Liang has been working in the fruit industry in China for more than three decades, buying fruit from suppliers around the globe. He recalls the first time a commercial delegation from Chile visited Jiangnan in 2008, which laid the groundwork for direct cherry shipments from Chile to China.

According to Liang, the Chilean cherry industry has now reached a high level of maturity across all segments. He said the cherries arriving this season from Chile, whether by air or sea, are generally of excellent quality. Liang added that although hailstorms in Chile in November will inevitably depress cherry volumes this year, the better flavor of cherries compared to last year means that sales are brisk and prices stable, so he is generally optimistic about the 2018/19 season.

One major difference so far this year compared to previous years is the frequency of arrivals of ocean shipments. Last year, there was generally one arrival per week carrying a very large volume of cherries. This year, in addition to the fastest Hamburg Sud “charter” vessels arriving weekly from Valparaiso Chile to Hong Kong, there are also shipments coming on vessels operated by Hapag Lloyd and Evergreen. This means that although overall volume is similar to last year, there are 2-3 arrivals per week instead of just one. Liang said he and other importers generally prefer this situation of more arrivals with smaller volumes in each arrival because it mitigates risk, especially the danger of long delays at customs and quarantine due to too many cherries arriving all at once.

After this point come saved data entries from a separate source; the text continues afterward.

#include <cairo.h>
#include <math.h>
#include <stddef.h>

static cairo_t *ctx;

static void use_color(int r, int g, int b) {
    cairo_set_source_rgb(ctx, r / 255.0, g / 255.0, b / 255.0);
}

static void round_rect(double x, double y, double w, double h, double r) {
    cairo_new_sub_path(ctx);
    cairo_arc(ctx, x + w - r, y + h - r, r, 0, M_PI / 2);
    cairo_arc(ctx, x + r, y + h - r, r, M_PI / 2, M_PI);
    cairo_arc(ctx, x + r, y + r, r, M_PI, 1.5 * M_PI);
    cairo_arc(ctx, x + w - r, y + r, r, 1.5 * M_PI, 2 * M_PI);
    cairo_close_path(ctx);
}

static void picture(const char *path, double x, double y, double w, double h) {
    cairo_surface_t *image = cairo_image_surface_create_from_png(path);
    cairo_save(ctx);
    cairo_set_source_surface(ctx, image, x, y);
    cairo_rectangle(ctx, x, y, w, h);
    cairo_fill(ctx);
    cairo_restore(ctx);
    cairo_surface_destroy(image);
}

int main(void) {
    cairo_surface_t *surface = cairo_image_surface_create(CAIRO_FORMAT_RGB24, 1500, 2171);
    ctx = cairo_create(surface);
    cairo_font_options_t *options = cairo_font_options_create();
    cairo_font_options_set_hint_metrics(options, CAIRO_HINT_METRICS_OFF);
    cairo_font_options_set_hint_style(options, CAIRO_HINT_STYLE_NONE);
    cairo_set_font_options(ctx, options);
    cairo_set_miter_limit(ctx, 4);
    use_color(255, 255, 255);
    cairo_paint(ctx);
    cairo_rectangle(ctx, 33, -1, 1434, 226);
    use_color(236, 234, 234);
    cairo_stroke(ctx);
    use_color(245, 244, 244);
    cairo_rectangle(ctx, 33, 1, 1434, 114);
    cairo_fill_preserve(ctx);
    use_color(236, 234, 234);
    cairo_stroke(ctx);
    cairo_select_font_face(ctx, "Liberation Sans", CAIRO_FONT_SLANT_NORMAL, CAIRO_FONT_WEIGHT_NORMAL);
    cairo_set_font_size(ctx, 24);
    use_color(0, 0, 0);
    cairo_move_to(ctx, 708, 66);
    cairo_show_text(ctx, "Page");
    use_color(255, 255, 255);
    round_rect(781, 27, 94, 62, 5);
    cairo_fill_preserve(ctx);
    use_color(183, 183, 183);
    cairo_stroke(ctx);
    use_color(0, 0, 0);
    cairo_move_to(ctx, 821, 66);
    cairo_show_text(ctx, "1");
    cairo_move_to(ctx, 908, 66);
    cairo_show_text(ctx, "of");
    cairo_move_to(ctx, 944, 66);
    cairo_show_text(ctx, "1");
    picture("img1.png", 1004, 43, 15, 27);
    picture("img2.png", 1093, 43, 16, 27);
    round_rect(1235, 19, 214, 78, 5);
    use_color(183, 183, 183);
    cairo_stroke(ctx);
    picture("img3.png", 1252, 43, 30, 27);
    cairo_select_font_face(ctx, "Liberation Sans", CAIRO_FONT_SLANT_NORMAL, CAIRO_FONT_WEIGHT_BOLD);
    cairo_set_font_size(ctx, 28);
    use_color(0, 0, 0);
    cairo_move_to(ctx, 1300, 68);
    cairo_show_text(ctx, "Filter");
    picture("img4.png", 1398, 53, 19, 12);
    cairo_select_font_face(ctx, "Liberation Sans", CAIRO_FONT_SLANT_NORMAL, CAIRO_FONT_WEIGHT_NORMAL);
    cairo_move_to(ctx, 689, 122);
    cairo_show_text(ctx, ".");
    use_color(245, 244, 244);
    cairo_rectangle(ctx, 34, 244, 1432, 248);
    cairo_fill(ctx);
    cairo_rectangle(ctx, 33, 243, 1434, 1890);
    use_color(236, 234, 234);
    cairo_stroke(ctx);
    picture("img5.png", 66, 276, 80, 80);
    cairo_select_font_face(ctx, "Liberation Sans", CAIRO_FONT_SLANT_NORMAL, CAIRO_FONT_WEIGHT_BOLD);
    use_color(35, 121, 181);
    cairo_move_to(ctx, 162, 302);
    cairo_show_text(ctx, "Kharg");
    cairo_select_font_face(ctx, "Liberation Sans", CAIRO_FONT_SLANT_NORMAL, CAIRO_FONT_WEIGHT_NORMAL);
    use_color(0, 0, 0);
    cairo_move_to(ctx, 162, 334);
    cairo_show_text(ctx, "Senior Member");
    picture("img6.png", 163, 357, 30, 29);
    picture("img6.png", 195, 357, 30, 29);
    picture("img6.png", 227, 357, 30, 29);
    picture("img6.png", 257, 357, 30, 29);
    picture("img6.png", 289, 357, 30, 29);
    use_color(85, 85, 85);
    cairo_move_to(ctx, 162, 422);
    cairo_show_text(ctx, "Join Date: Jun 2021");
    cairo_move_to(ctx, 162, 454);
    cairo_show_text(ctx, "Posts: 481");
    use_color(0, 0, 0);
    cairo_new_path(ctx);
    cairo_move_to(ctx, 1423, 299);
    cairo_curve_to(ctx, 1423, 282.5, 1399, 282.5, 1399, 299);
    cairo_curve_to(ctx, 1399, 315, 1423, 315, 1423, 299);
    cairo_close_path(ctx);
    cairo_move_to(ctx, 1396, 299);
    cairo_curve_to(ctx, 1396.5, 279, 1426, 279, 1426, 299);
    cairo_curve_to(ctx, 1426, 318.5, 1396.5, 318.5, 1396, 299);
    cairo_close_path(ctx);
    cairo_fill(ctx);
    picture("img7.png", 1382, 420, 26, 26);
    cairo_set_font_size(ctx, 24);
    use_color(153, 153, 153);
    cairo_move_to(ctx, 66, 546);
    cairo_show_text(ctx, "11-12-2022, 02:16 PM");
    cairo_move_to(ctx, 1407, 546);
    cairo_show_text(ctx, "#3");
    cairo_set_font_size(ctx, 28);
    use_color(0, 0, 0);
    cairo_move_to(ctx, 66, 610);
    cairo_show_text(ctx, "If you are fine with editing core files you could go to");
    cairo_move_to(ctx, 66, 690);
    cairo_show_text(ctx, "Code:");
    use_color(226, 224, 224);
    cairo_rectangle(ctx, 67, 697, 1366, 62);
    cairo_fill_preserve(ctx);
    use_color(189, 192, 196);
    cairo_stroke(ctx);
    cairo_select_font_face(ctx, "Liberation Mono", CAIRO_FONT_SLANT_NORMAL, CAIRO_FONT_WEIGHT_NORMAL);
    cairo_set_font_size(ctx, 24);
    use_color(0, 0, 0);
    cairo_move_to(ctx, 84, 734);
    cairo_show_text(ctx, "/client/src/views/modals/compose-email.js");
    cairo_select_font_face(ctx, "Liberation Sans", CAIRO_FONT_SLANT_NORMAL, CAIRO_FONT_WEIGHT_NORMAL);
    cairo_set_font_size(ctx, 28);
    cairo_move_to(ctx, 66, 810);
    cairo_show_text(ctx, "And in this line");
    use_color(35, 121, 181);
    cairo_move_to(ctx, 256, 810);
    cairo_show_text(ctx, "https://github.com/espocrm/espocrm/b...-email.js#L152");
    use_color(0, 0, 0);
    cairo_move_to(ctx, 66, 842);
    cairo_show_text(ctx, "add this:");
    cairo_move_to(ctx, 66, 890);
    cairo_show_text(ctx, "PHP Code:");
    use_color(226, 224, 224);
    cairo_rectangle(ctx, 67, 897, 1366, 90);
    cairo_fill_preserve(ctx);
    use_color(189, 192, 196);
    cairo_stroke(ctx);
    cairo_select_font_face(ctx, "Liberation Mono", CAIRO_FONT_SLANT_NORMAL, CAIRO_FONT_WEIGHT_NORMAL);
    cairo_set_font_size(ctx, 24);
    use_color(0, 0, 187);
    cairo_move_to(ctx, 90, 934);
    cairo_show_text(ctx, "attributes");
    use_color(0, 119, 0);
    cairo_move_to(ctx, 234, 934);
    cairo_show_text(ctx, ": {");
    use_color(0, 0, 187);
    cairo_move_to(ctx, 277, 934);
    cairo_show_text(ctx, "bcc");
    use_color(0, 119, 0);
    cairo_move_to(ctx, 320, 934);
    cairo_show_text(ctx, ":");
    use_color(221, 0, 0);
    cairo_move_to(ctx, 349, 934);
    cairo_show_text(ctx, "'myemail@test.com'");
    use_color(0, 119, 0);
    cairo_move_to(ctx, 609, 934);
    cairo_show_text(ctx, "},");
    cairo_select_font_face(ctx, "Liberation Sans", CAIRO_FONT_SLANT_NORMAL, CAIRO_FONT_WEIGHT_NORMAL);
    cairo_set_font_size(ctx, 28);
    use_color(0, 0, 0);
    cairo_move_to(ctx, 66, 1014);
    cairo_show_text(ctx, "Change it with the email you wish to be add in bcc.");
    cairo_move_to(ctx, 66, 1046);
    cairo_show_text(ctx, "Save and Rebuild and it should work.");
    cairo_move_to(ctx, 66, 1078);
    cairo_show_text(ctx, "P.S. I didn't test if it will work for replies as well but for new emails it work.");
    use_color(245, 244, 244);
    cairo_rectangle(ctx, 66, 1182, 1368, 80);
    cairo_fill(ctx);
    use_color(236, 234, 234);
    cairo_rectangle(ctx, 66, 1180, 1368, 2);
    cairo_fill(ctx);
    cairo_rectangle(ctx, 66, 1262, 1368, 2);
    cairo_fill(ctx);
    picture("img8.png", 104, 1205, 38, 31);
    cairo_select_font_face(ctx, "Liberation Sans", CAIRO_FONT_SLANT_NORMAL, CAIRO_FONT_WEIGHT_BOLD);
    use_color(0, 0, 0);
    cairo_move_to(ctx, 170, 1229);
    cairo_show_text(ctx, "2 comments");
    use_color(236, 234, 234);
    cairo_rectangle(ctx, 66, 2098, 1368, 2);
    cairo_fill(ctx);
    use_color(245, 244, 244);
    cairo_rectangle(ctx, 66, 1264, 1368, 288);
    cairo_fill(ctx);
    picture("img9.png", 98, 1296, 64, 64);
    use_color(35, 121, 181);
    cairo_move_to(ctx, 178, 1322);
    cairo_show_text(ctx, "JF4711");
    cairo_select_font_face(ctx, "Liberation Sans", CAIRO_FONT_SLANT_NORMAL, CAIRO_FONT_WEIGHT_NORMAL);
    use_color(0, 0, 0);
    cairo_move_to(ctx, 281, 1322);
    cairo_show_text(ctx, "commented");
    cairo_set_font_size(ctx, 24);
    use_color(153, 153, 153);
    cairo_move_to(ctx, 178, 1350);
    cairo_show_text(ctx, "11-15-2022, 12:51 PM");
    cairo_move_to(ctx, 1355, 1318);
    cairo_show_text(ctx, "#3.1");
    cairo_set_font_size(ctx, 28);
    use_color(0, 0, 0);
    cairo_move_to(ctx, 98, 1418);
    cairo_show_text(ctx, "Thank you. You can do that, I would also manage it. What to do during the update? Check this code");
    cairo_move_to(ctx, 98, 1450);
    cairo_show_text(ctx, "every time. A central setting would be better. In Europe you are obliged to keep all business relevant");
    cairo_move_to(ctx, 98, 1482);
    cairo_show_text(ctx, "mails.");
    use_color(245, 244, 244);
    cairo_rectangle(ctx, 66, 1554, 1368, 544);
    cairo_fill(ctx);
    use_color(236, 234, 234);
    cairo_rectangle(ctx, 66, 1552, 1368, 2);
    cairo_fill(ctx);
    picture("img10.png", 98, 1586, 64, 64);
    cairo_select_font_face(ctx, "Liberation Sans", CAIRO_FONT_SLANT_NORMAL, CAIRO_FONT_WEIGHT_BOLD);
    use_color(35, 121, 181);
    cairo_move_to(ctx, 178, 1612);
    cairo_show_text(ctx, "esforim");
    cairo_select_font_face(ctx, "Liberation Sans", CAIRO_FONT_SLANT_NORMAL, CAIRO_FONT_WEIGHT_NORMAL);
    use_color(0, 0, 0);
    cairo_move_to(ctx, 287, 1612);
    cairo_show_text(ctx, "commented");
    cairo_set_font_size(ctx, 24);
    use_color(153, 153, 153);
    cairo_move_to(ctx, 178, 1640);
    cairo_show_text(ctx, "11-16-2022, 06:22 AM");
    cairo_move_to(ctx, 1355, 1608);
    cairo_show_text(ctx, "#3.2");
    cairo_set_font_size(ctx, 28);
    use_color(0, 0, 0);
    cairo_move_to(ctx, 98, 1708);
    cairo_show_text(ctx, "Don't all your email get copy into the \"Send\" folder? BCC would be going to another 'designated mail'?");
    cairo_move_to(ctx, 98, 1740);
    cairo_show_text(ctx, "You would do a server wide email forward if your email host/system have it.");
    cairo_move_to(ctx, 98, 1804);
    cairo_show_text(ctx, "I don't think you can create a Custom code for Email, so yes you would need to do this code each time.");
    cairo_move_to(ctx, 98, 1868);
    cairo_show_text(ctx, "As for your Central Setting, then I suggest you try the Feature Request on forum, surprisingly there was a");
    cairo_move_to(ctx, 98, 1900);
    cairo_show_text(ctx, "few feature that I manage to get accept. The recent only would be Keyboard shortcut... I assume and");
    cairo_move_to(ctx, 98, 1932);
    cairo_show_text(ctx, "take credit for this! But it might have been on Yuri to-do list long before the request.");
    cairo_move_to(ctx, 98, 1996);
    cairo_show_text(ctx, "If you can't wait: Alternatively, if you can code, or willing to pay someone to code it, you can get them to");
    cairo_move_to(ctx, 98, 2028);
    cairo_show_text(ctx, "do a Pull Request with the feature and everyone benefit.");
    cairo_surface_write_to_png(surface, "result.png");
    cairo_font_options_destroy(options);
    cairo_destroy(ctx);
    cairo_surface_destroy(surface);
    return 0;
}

The scene at Jiangnan Market on December 22

Discussing the sharp spike of fruit sales in China just before the Lunar New Year and Spring Festival celebration, Liang said that Guohai’s two best selling items for that period are Chilean cherries and Peruvian table grapes. As for the cherries, each year Guohai has already planned out its purchasing by September r. Then, in November, it sends employees to personally inspect the orchards in Chile. He says that by this point in its development, the company values predictability above all.

“This year we will buy a higher volume of cherries than last year,” says Liang. “And we will buy entirely well-known, premium brands. At all the links in the chain, from cultivation, to post-harvest, to grading, to packing and shipment, the larger suppliers are more professional, which means that the quality of the shipments we receive from them is consistently higher. To win in the China market, you need a good brand, continual supply and stable quality. All three of those are indispensable.”

Produce Report also spoke to Frank Chen, Import Manager at Shanghai Guohai Trading Co. Ltd. about this season’s Chilean cherry prices. Price varies widely depending on variety, size and quality. Chen said that as of December 22, at the low end, Royal Dawn cherries were selling for RMB 200+ per 5kg box at wholesale. At the high end, Santina, a favored variety, could go for above RMB 400 per 5kg box (1 RMB = 0.15 USD).

This shows that quality really has a big impact on price when it comes to imported cherries in China. “Firmness, texture, luster, deepness of color, does it have any blemishes, is the stem still green, these are some of the ways you can judge if it’s a good or bad cherry,” says Chen.